WASHINGTON (Reuters) - On the 34th day of a partial U.S. government shutdown, President Donald Trump and congressional Democrats remained at odds over his demand for funding for a wall on the border with Mexico.
Trump has refused to sign any legislation to fund an array of government agencies, including the departments of agriculture, commerce, justice, interior and homeland security, unless it includes $5.7 billion for his long-promised wall.
The Democrats, who control the House of Representatives, have rejected the wall as ineffective and immoral, and want the government to be reopened before any further talks about border security.
As long as the stalemate continues, 800,000 federal employees are on furlough or working without pay.
The following are some possible ways the standoff might end:
With the Senate on Thursday blocking competing measures by Republicans and Democrats to break the impasse, there were new signs of negotiations on a bipartisan deal, even if only as a temporary fix.
Many senators were talking about the possibility of a bipartisan bill to fund the various federal agencies, which comprise about one-quarter of the U.S. government, for three weeks.
During that time, Congress and the White House would work on a border security compromise. The White House was insisting, however, that Trump would support such a move only if it includes a downpayment on the wall, which Democrats have opposed.
* Democrats agree to more than the $1.3 billion in border security funding they have been backing, but less than the $5.7 billion Trump wants. If Trump faces a public opinion backlash or there are signs Republican lawmakers may be abandoning him, he might have to settle for less.
* Democrats and Republicans agree on $5.7 billion in border security funding this year, but the language allows both sides to claim victory by including different ways of securing the border. Democrats insist the money will not be used to build a wall; Trump and his fellow Republicans tout the money that will include funding for various types of barriers and other tools to discourage illegal immigration and drugs.

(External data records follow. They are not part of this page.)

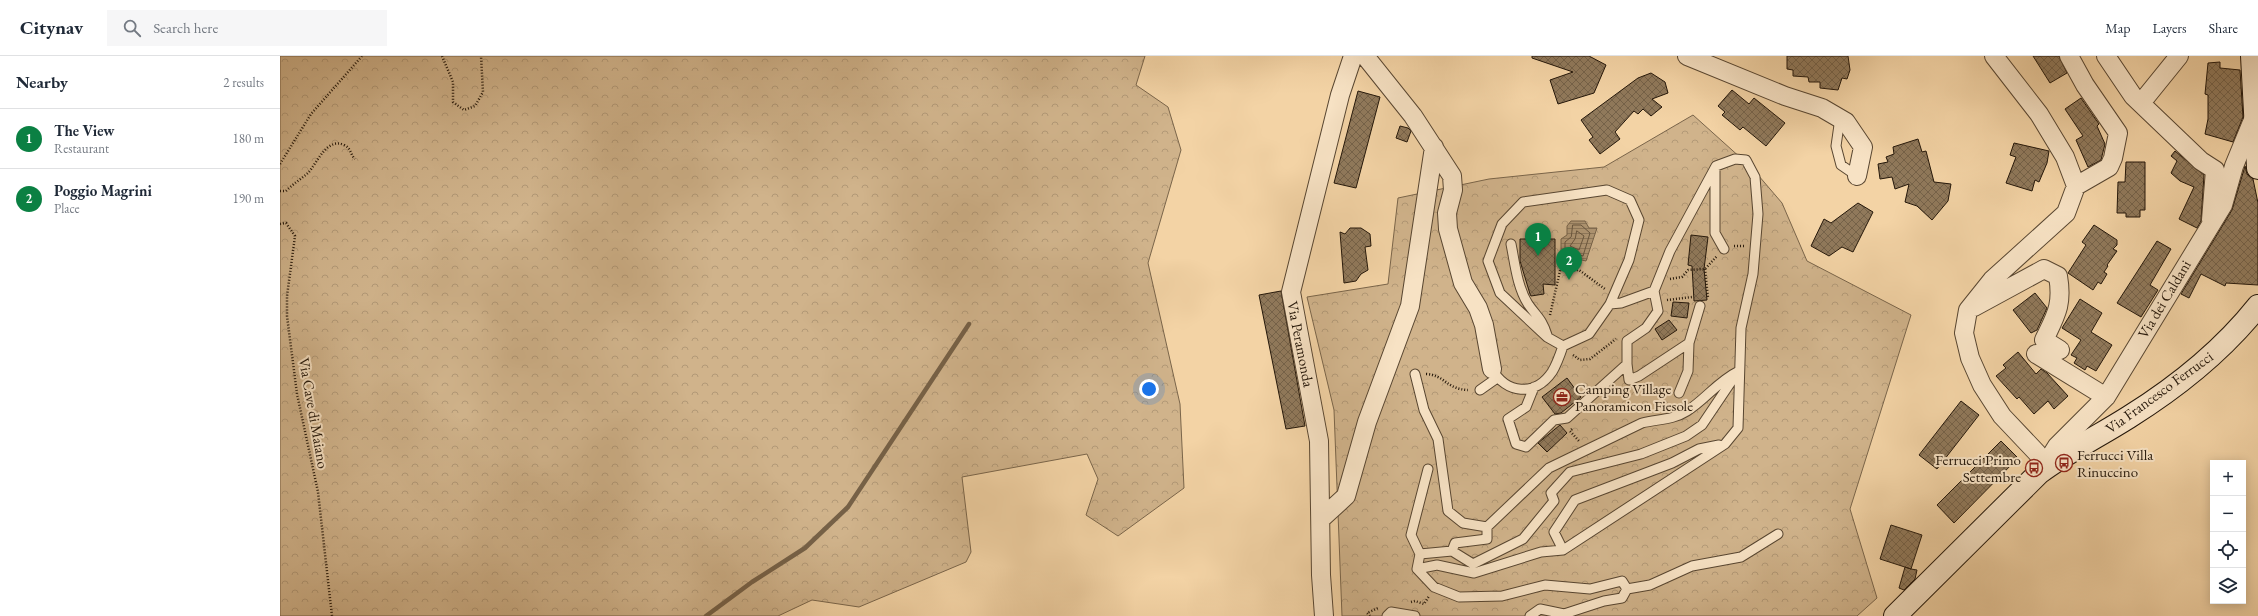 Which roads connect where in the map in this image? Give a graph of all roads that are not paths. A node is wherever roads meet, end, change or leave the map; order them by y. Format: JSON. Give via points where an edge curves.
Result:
{"nodes":[{"id":1,"x":1353,"y":56,"type":"edge"},
{"id":2,"x":1365,"y":56,"type":"edge"},
{"id":3,"x":1687,"y":56,"type":"edge"},
{"id":4,"x":1994,"y":56,"type":"edge"},
{"id":5,"x":2069,"y":56,"type":"edge"},
{"id":6,"x":2106,"y":56,"type":"edge"},
{"id":7,"x":2179,"y":56,"type":"edge"},
{"id":8,"x":2252,"y":56,"type":"edge"},
{"id":9,"x":2141,"y":103,"type":"junction"},
{"id":10,"x":2255,"y":115,"type":"junction"},
{"id":11,"x":1840,"y":118,"type":"junction"},
{"id":12,"x":1434,"y":147,"type":"junction"},
{"id":13,"x":1715,"y":168,"type":"junction"},
{"id":14,"x":2258,"y":168,"type":"edge"},
{"id":15,"x":1857,"y":176,"type":"joint"},
{"id":16,"x":2076,"y":186,"type":"junction"},
{"id":17,"x":2210,"y":224,"type":"junction"},
{"id":18,"x":1511,"y":244,"type":"dead end"},
{"id":19,"x":1724,"y":249,"type":"dead end"},
{"id":20,"x":1654,"y":291,"type":"junction"},
{"id":21,"x":1612,"y":300,"type":"junction"},
{"id":22,"x":1700,"y":306,"type":"dead end"},
{"id":23,"x":2258,"y":306,"type":"edge"},
{"id":24,"x":1968,"y":310,"type":"junction"},
{"id":25,"x":1546,"y":332,"type":"junction"},
{"id":26,"x":1689,"y":343,"type":"junction"},
{"id":27,"x":1563,"y":346,"type":"junction"},
{"id":28,"x":2060,"y":350,"type":"dead end"},
{"id":29,"x":2036,"y":354,"type":"dead end"},
{"id":30,"x":1627,"y":364,"type":"junction"},
{"id":31,"x":1739,"y":370,"type":"junction"},
{"id":32,"x":1494,"y":373,"type":"junction"},
{"id":33,"x":1416,"y":374,"type":"road end"},
{"id":34,"x":1534,"y":387,"type":"junction"},
{"id":35,"x":1480,"y":390,"type":"road end"},
{"id":36,"x":1679,"y":393,"type":"dead end"},
{"id":37,"x":2106,"y":397,"type":"junction"},
{"id":38,"x":1724,"y":444,"type":"junction"},
{"id":39,"x":2047,"y":467,"type":"junction"},
{"id":40,"x":1428,"y":469,"type":"dead end"},
{"id":41,"x":1321,"y":519,"type":"junction"},
{"id":42,"x":1486,"y":527,"type":"junction"},
{"id":43,"x":1778,"y":534,"type":"dead end"},
{"id":44,"x":1563,"y":550,"type":"junction"},
{"id":45,"x":1452,"y":551,"type":"junction"},
{"id":46,"x":1420,"y":554,"type":"junction"},
{"id":47,"x":1417,"y":569,"type":"junction"},
{"id":48,"x":1627,"y":589,"type":"junction"},
{"id":49,"x":1324,"y":616,"type":"edge"},
{"id":50,"x":1387,"y":616,"type":"edge"},
{"id":51,"x":1415,"y":616,"type":"edge"},
{"id":52,"x":1530,"y":616,"type":"edge"},
{"id":53,"x":1895,"y":616,"type":"edge"}],
"edges":[{"from":1,"to":41,"type":"street","name":"Via Peramonda","via":[[1340,95],[1291,292],[1319,441]]},
{"from":2,"to":12,"type":"street","via":[[1395,92]]},
{"from":3,"to":11,"type":"street","via":[[1785,96],[1822,108]]},
{"from":4,"to":16,"type":"street","via":[[2039,114],[2065,156]]},
{"from":5,"to":16,"type":"street","via":[[2085,85],[2118,133],[2109,167]]},
{"from":6,"to":9,"type":"street","via":[[2133,96]]},
{"from":7,"to":9,"type":"street"},
{"from":8,"to":10,"type":"main road"},
{"from":9,"to":17,"type":"street","via":[[2201,161],[2214,170]]},
{"from":10,"to":14,"type":"main road"},
{"from":10,"to":17,"type":"street","name":"Via dei Caldani","via":[[2234,166],[2223,205]]},
{"from":11,"to":15,"type":"lane","via":[[1836,146],[1841,165]]},
{"from":11,"to":15,"type":"street","via":[[1846,122],[1864,147]]},
{"from":12,"to":32,"type":"street","via":[[1454,182],[1447,213],[1448,229],[1463,283],[1478,308],[1484,325]]},
{"from":12,"to":41,"type":"street","via":[[1410,306],[1367,422],[1346,496]]},
{"from":13,"to":19,"type":"lane","via":[[1715,233]]},
{"from":13,"to":20,"type":"lane","via":[[1670,251]]},
{"from":13,"to":31,"type":"lane","via":[[1736,159],[1746,160],[1754,177],[1758,214],[1753,274],[1741,328]]},
{"from":16,"to":24,"type":"street","via":[[2066,213],[1992,280]]},
{"from":17,"to":37,"type":"street","name":"Via dei Caldani"},
{"from":18,"to":25,"type":"lane","via":[[1518,283]]},
{"from":20,"to":21,"type":"lane","via":[[1621,303]]},
{"from":20,"to":30,"type":"lane","via":[[1658,311],[1646,328],[1627,341]]},
{"from":21,"to":25,"type":"lane","via":[[1629,260],[1639,220],[1630,200],[1607,190],[1523,202],[1502,224],[1488,261],[1500,293]]},
{"from":21,"to":27,"type":"lane","via":[[1589,334]]},
{"from":22,"to":26,"type":"lane"},
{"from":23,"to":39,"type":"main road","name":"Via Francesco Ferrucci","via":[[2234,336],[2192,372],[2130,417]]},
{"from":24,"to":28,"type":"street","via":[[2044,269],[2058,276],[2060,290],[2059,308],[2044,340]]},
{"from":24,"to":39,"type":"street","via":[[1964,333],[1970,358],[1982,385],[2002,416]]},
{"from":25,"to":27,"type":"lane"},
{"from":26,"to":30,"type":"lane","via":[[1629,380]]},
{"from":26,"to":36,"type":"lane","via":[[1688,371]]},
{"from":27,"to":34,"type":"lane","via":[[1551,372]]},
{"from":29,"to":37,"type":"street"},
{"from":30,"to":34,"type":"lane","via":[[1567,418],[1554,420],[1526,447],[1516,444],[1508,419],[1526,407]]},
{"from":31,"to":38,"type":"lane","via":[[1738,428]]},
{"from":31,"to":42,"type":"lane","via":[[1723,379],[1687,411],[1669,419],[1642,423],[1549,468]]},
{"from":31,"to":45,"type":"lane","via":[[1702,425],[1686,436],[1641,454],[1570,472],[1551,493],[1554,501],[1523,539],[1473,564]]},
{"from":32,"to":34,"type":"lane","via":[[1503,383],[1519,390]]},
{"from":32,"to":35,"type":"lane"},
{"from":33,"to":42,"type":"lane","via":[[1424,410],[1438,439],[1448,511],[1463,523]]},
{"from":37,"to":39,"type":"street","name":"Via dei Caldani","via":[[2057,446]]},
{"from":38,"to":44,"type":"lane"},
{"from":38,"to":44,"type":"lane","via":[[1699,450],[1575,500],[1554,532]]},
{"from":39,"to":53,"type":"main road","name":"Via Francesco Ferrucci"},
{"from":40,"to":46,"type":"lane","via":[[1411,535]]},
{"from":41,"to":49,"type":"street","name":"Via Peramonda"},
{"from":42,"to":45,"type":"lane","via":[[1486,539],[1455,543]]},
{"from":43,"to":48,"type":"lane","via":[[1741,556],[1692,566],[1650,585]]},
{"from":44,"to":47,"type":"lane","via":[[1541,552],[1474,573],[1436,565]]},
{"from":45,"to":46,"type":"lane"},
{"from":46,"to":47,"type":"lane"},
{"from":47,"to":48,"type":"lane","via":[[1434,587],[1459,597],[1502,596],[1545,585],[1590,589],[1622,581]]},
{"from":48,"to":52,"type":"lane","via":[[1622,598],[1564,614],[1540,609]]},
{"from":50,"to":51,"type":"lane","via":[[1391,612]]}]}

* A “grand bargain” emerges that reopens the government, bolsters border security and also provides protections from deportation for “Dreamers,” who were brought to the United States illegally as children by their parents. Other changes to immigration law also could be included. Such a deal would fund federal programs through the fiscal year that ends on Sept. 30, and add funds for an array of border security tools without imposing new curbs on immigration that Trump has previously attempted.
This scenario, however, is fraught with difficulties.
Democrats are likely to insist that Dreamers be granted a pathway to citizenship, an idea many conservatives oppose and some do not want any special protections for Dreamers enacted into law.
Trump would probably insist on some new controls on immigration, such as additional restrictions on asylum claims.
While the possibility that this might happen has faded recently, Trump could revive his threat to declare a national emergency at any time. His rationale would be that illegal immigration jeopardizes U.S. security, which gives him the authority to redirect existing federal funds to build the wall, possibly targeting Defense Department accounts.
Under the Constitution, it is up to Congress to decide how taxpayers’ money is spent and using presidential powers to move funding around is almost certain to face legal challenges.
Still, such a step would probably lead to prompt enactment of legislation reopening the government under the belief that Trump would sign it into law, without the $5.7 billion.